First the team reviewed research, current scientific literature, and a national practice guideline by the Agency for Health Care Policy and Research. "However, this work was limited in scope because it addressed only children between 1 and 3 with just one form of otitis," Jordan says. His group wanted to create a practice guideline to reduce costs while addressing a comprehensive set of best practices among differing circumstances. Here are some of the issues it addresses:
1. More accurate physical examinations. An examination technique called pneumatic otoscopy can increase the accuracy of diagnosing middle-year infections, enabling the physician to differentiate between children who need treatment and those who do not. "The presence of fluid in the middle ear is the key finding necessary for a diagnosis," he says. "In addition to inspecting the eardrum, the physician should move the eardrum by pushing air against it. If the fluid is present, the eardrum will not move normally."
2. Increased testing for hearing loss. "Because too few practitioners test for hearing loss, some children who require more aggressive treatment are not identified. Conversely, some are treated too aggressively despite the fact that their hearing has not been affected," he says.
3. Use of lower-cost antibiotics. Traditional narrow-spectrum antibiotics are much less expensive (and just as effective) than broad-spectrum ones. For example, a course of amoxicillin costs about $5, while Ceclor cost from $60 to $120. "Recent studies show that broad-spectrum offer no advantages except when others have failed and infections are recurrent," he explains. Using the new broad-spectrum antibiotics also will develop resistant organisms, which only compound the difficulties in treating middle-ear infections.
4. Reduced use of antibiotics for children with persistent fluid. The guideline discourages using antibiotics if there are no signs of active infection because they increase the rate of resolution by 14%. This relatively small improvement needs to be weighed against potential side effects, costs, and development of antimicrobial resistance.
5. Appropriate timing for surgical evaluation. The guidelines offer clear recommendations about when children with persistent fluid need surgical evaluation. "Timing of referral can result in premature surgery for some children, while others are referred too late and suffer unnecessary discomfort and hearing loss," he says.
6. Reduced follow-up. Instead of scheduling a follow-up exam two weeks after antibiotic treatment begins, a four-week exam is recommended.
VPQHC also created three products through which to disseminate the guideline. "We designed a report that outlined the collaborative process to develop the guidelines and included an easy-to-read flowchart for a reference," he says.
The report, as well as an exam room poster that highlighted key aspects of the guideline, was distributed to hundreds of physicians in the state. "The poster helps physicians explains otitis media and its treatment to parents," he says.
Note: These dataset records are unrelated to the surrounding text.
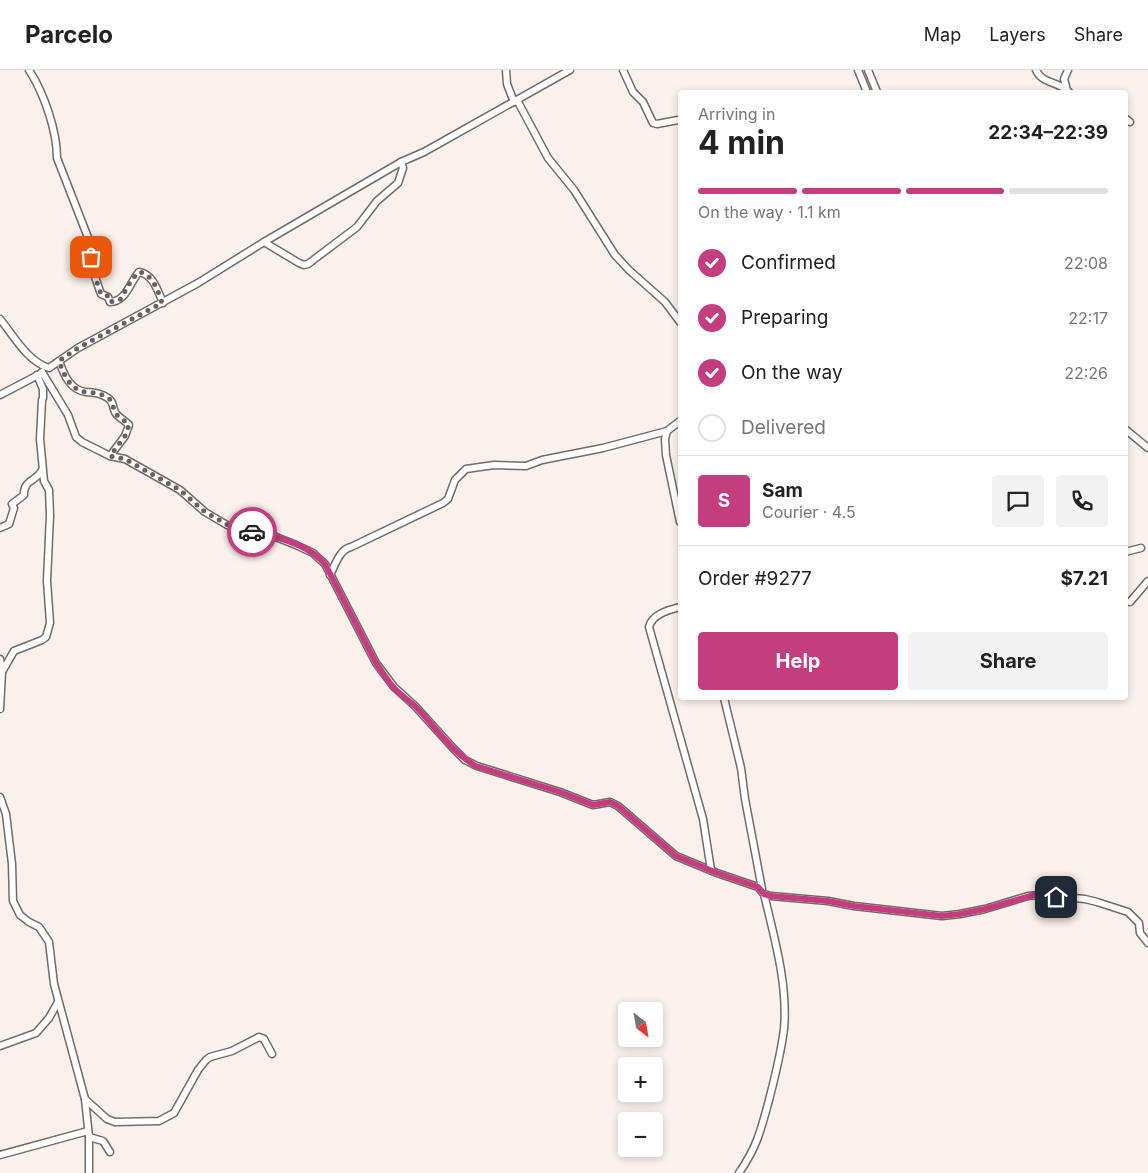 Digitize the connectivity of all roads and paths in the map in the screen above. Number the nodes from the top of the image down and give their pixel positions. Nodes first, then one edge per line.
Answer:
1 (29, 70) edge
2 (506, 70) edge
3 (570, 70) edge
4 (623, 70) edge
5 (858, 70) edge
6 (868, 70) edge
7 (1036, 70) edge
8 (1068, 70) edge
9 (866, 90) edge
10 (876, 90) edge
11 (1067, 90) edge
12 (1068, 90) edge
13 (515, 101) junction
14 (678, 120) dead end
15 (401, 162) junction
16 (264, 242) junction
17 (162, 303) junction
18 (0, 319) edge
19 (678, 319) edge
20 (59, 361) junction
21 (49, 368) junction
22 (39, 374) junction
23 (0, 395) edge
24 (678, 423) edge
25 (667, 431) junction
26 (1128, 431) edge
27 (1148, 448) edge
28 (110, 456) junction
29 (43, 469) junction
30 (678, 512) edge
31 (0, 528) edge
32 (1142, 548) dead end
33 (1128, 551) edge
34 (330, 575) junction
35 (1148, 581) edge
36 (1130, 602) dead end
37 (678, 608) edge
38 (0, 659) edge
39 (2, 672) junction
40 (724, 700) edge
41 (0, 709) edge
42 (0, 800) edge
43 (711, 870) junction
44 (763, 891) junction
45 (1148, 943) edge
46 (58, 1002) junction
47 (0, 1046) edge
48 (272, 1054) dead end
49 (85, 1099) junction
50 (89, 1134) junction
51 (110, 1152) dead end
52 (0, 1155) edge
53 (89, 1173) edge
54 (739, 1173) edge

1 - 17 street
2 - 13 street
3 - 13 street
4 - 14 street
5 - 9 street
6 - 10 street
7 - 11 street
8 - 12 street
13 - 15 street
13 - 19 street
15 - 16 street
15 - 16 street
16 - 17 street
17 - 20 street
18 - 21 street
20 - 21 street
20 - 28 street
21 - 22 street
22 - 23 street
22 - 28 street
22 - 29 street
24 - 25 street
25 - 30 street
25 - 34 street
26 - 27 street
28 - 34 street
29 - 31 street
29 - 39 street
32 - 33 street
34 - 43 street
35 - 36 street
37 - 43 street
38 - 39 street
39 - 41 street
40 - 44 street
42 - 46 street
43 - 44 street
44 - 45 street
44 - 54 street
46 - 47 street
46 - 49 street
48 - 49 street
49 - 50 street
50 - 51 street
50 - 52 street
50 - 53 street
More than 200 physicians also attended 12 educational forums sponsored by VPQHC on how to incorporate the guideline in to their practices. The study group developed a family education brochure outlining key aspects of treating middle-ear infections that was distributed through school and public health nurses. It includes such information as when to seek professional help, whom to call, what treatment to expect, and what records to keep regarding their child's health history.
Finally, the group developed an evaluation and monitoring of claims data so state officials can determine whether physicians actually changed their practices as a result of the project.